A big sticking point seems to be where we get our morals from. Morality is not intrinsically linked with religion, and I get very, very annoyed when people claim otherwise. I was not raised in a religious household, yet I would not consider myself a bad person. Likewise, I doubt anyone could claim that anyone raised Christian, Muslim or any other religion is necessarily a good person. In any case, I've always believed that morals are simply a code of ethics; a sense of right and wrong that doesn't need to be grounded in religion in order for you to live your life by it. This is taught to you by your parents, and though it may be influenced by your school life, it shouldn't be pushed on to you in a religious sense by your school.

That's not to say I don't think we should have religious education. I actually think that's very important. In fact, I'm pretty sure educating children and teenagers on other religions and cultures is the only way we're ever going to acheive any level of tolerance. I just don't think we should be taught to believe in a certain religion.

So yeah, those are things that, if I was given the power to do it, I would change about the way they are handled. I just feel these things are too important to let them carry on the way they are. Maybe I'm wrong, maybe I'm missing glaring flaws in my view that, if they were ever implemented, would bring society crashing down around us. I don't know. I just wanted to share my thoughts on these matters.

So...Mint, exit stage left...

1 comment:

  1. Hello!

    I enjoyed reading your first blog entry: you have your finger on some very interesting issues that often seem to be overlooked. The thoughts on sex education for me draw on a problem with the way sex is presented to us as a society, and the taboo surrounding it. One tends to think that we might manage to surpass these issues in this day and age, but they still seem prevalent factors. You're quite right that teenage pregnancy is a very serious issue, which seems like it isn't being taken seriously enough.

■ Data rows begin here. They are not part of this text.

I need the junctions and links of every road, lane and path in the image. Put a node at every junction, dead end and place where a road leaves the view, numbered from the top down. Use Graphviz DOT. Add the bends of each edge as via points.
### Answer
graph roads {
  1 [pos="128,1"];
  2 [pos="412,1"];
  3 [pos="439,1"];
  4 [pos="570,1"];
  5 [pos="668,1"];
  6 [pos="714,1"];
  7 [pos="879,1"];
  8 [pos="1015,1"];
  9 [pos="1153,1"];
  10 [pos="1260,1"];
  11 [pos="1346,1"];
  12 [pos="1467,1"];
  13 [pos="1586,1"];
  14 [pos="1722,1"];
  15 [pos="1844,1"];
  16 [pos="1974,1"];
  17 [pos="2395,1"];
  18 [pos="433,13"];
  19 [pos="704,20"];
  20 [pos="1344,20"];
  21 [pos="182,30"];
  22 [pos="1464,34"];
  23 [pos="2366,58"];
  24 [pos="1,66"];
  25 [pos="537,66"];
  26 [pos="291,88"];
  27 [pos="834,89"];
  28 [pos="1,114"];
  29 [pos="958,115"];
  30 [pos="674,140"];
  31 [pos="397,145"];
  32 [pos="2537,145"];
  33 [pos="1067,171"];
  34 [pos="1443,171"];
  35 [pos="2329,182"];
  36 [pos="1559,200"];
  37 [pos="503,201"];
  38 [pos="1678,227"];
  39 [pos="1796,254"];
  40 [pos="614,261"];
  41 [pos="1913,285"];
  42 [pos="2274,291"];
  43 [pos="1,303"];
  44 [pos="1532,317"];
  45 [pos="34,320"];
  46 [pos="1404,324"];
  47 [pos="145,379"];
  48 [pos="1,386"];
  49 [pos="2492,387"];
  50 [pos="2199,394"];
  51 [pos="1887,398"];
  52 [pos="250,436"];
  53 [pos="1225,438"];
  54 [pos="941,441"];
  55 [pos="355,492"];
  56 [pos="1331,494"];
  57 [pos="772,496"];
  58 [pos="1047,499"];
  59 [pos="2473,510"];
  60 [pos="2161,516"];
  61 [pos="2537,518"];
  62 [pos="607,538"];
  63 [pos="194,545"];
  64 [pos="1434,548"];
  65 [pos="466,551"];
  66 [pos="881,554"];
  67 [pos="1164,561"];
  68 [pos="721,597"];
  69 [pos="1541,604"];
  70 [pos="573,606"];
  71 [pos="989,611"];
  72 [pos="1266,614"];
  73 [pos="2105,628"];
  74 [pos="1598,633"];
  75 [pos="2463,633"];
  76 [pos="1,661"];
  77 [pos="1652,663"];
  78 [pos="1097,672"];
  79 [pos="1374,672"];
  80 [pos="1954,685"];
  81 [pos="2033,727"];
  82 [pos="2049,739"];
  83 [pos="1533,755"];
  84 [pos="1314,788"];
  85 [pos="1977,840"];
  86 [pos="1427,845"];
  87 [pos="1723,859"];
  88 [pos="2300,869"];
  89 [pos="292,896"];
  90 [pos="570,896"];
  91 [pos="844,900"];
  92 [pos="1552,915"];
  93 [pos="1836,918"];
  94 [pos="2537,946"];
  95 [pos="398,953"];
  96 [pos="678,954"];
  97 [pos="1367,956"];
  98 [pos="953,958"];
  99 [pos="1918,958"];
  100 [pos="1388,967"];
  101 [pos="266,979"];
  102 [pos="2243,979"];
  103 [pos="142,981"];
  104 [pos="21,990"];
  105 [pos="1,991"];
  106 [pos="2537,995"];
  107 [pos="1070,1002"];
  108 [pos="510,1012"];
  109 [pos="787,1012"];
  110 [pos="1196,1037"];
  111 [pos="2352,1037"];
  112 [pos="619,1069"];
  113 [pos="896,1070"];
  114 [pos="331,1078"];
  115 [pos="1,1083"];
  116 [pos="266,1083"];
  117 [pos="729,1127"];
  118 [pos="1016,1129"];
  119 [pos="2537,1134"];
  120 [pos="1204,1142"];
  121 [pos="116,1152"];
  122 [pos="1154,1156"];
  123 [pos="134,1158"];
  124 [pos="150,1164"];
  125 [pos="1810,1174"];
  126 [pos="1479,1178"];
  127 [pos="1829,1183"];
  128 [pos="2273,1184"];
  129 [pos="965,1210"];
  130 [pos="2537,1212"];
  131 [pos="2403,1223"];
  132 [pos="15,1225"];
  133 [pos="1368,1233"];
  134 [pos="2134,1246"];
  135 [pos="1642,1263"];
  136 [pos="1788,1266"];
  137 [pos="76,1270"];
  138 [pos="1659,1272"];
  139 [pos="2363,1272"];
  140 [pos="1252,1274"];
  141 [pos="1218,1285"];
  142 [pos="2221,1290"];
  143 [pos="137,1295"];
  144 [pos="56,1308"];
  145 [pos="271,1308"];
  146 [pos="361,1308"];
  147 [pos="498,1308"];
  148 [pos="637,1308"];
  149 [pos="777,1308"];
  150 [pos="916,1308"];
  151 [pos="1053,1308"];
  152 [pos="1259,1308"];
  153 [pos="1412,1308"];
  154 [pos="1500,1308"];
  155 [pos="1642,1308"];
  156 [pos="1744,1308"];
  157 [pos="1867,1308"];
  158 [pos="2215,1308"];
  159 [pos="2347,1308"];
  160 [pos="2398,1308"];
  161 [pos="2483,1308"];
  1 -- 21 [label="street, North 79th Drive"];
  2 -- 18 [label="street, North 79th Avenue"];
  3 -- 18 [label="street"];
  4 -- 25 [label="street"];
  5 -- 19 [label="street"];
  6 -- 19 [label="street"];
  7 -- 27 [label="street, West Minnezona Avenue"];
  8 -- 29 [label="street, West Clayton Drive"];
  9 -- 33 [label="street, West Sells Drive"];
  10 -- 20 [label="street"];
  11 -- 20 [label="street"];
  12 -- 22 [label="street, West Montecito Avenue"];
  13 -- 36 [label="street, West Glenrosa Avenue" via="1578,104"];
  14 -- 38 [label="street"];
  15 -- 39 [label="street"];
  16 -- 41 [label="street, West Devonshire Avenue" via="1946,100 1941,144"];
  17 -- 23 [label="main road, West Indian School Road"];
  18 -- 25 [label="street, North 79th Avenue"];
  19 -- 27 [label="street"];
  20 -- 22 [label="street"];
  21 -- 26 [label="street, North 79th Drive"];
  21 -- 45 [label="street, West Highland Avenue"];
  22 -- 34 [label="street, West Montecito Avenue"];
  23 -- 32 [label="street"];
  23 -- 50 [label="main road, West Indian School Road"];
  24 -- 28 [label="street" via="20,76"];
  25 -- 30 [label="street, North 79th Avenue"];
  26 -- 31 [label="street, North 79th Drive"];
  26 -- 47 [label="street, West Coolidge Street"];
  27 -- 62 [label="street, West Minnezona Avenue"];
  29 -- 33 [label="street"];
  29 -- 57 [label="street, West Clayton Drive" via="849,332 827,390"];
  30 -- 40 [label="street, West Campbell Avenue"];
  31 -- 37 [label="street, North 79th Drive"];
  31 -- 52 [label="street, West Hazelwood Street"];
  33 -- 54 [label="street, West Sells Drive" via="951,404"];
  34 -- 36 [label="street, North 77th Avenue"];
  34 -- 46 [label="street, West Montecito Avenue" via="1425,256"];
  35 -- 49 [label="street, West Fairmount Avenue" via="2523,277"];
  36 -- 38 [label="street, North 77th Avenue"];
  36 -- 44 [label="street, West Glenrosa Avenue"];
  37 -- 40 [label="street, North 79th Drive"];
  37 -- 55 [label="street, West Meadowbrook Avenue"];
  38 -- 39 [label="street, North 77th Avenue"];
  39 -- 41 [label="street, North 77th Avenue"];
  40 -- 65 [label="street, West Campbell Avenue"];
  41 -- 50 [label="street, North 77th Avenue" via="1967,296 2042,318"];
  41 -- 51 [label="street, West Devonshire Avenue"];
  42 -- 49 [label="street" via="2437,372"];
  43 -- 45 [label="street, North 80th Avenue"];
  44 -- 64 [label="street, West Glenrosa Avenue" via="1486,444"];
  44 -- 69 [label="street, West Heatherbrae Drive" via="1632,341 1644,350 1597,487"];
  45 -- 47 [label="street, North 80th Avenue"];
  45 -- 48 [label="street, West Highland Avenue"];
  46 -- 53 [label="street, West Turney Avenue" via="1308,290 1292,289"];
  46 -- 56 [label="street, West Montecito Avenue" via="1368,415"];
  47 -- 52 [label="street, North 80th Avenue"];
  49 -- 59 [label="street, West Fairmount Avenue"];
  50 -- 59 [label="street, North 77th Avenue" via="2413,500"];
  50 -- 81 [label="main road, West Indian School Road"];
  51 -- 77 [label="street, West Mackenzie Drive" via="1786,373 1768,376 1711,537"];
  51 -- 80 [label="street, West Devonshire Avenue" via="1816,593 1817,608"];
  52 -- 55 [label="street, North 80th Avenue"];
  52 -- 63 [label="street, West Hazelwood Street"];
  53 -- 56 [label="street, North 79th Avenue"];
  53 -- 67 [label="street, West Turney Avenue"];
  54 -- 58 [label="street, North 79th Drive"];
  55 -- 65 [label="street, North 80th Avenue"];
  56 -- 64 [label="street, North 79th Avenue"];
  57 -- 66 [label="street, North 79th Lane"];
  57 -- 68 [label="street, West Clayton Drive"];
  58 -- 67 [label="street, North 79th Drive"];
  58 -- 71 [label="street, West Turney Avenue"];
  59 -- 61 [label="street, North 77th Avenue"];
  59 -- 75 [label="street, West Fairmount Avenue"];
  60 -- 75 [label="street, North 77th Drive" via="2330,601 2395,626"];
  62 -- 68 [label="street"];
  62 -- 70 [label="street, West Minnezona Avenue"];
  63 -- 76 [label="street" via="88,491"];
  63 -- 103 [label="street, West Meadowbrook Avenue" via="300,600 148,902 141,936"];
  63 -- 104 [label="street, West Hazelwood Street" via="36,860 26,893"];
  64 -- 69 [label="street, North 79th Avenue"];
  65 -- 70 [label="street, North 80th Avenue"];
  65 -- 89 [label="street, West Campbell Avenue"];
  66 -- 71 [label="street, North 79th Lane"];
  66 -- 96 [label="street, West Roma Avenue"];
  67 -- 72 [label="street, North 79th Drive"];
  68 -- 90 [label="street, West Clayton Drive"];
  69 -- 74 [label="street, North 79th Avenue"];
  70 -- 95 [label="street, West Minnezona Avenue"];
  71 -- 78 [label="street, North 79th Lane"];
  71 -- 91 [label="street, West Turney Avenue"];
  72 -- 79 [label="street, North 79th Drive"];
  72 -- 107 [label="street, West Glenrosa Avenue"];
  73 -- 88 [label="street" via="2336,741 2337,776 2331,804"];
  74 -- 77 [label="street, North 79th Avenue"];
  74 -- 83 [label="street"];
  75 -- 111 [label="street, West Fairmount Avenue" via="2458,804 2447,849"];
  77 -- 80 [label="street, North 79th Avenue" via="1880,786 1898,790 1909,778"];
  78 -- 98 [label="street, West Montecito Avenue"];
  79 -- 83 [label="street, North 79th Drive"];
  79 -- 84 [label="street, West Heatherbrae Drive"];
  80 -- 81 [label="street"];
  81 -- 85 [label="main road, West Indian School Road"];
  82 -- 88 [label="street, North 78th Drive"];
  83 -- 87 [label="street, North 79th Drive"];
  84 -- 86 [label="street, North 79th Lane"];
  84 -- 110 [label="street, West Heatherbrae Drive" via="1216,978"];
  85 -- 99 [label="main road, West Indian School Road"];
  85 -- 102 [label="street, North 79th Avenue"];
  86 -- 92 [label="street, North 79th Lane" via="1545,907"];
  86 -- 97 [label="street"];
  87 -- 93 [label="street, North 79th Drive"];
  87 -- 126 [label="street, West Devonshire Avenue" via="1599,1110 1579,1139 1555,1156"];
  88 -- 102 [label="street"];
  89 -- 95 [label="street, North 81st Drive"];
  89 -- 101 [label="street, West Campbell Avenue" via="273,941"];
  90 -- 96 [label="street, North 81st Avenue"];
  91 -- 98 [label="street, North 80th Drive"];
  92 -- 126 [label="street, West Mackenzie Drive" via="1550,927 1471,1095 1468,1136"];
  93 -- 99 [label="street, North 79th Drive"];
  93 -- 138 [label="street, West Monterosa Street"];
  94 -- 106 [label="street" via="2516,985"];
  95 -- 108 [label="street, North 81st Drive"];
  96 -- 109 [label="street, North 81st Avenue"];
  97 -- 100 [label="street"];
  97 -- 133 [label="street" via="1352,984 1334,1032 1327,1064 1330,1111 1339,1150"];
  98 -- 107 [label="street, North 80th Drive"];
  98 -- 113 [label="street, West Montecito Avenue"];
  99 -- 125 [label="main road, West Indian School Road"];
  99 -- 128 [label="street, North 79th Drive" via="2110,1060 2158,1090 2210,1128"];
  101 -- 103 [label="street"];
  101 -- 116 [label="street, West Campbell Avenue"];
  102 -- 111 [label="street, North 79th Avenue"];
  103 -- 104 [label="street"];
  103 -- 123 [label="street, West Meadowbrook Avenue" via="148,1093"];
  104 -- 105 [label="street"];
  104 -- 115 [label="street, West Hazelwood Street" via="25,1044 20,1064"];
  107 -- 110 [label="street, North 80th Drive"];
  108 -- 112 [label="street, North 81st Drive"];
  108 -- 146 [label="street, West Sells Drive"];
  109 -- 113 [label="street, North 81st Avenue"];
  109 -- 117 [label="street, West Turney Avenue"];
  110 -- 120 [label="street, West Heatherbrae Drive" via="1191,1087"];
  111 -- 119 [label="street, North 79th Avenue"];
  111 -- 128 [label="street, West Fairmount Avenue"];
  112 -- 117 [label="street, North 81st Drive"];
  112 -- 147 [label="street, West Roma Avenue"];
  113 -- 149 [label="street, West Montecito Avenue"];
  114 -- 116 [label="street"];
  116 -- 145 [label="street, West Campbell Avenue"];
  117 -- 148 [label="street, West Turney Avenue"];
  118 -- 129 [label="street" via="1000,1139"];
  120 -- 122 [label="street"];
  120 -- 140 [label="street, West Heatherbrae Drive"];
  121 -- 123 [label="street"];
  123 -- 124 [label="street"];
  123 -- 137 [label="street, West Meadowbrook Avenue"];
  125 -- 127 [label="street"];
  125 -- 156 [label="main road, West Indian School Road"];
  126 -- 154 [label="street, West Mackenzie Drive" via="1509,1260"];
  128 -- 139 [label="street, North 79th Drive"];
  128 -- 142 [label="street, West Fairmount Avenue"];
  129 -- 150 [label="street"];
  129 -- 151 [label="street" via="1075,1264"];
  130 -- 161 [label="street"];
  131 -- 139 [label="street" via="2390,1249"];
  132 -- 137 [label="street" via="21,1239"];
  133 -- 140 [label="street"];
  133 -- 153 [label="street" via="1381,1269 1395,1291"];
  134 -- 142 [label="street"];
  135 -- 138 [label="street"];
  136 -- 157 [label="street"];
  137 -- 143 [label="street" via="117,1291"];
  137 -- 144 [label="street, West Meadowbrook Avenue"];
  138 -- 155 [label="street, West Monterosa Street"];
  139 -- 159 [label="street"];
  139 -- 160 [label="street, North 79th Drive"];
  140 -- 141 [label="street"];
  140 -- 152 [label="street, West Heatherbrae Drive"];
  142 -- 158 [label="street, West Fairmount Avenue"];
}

Resolving this issue I think would rely on two important steps; as you say, a very rigorous and involved sexual education at schools, featuring all the relevant information which is often barely glanced over; and another element I feel quite strongly about, in stressing that teenagers should not feel pressured into having sex. At the moment, people are exposed at a very young age to a lot of sexual propaganda, and there is a great deal of pressure on teenagers to be sexually active as soon as possible.

    On religion, the issue of sex is always a loaded one. It's important to be clear on what the catholic church really teaches. The Church doesn't say that getting pregnant is the only important thing about sex, with or without any qualifiers (such as "but only with love"). Sex without procreation is still good (it only becomes bad if it is also lacking enjoyment and loving intimacy), but less good than sex between two partners that at least do not obviate fertility. By willingly diminishing (again: diminishing, not devaluing) something as beautiful as sex you are committing a sin - if only a venial one. Although, I completely agree with your thoughts on the way religion is presented and how people are brought up to be religious. Religion should always be a choice people make later in their life, since children and teenagers are so very impressionable, it seems somewhat irresponsible to allow them to make such an important life choice such as following a religion. Religion should be a mandatory part of learning, but from an objective point of view, taking into account all the various religions. From there, people should be able to make their own decision about what they believe in. Anyway, this is becoming a blog entry in itself. I look forward to reading more!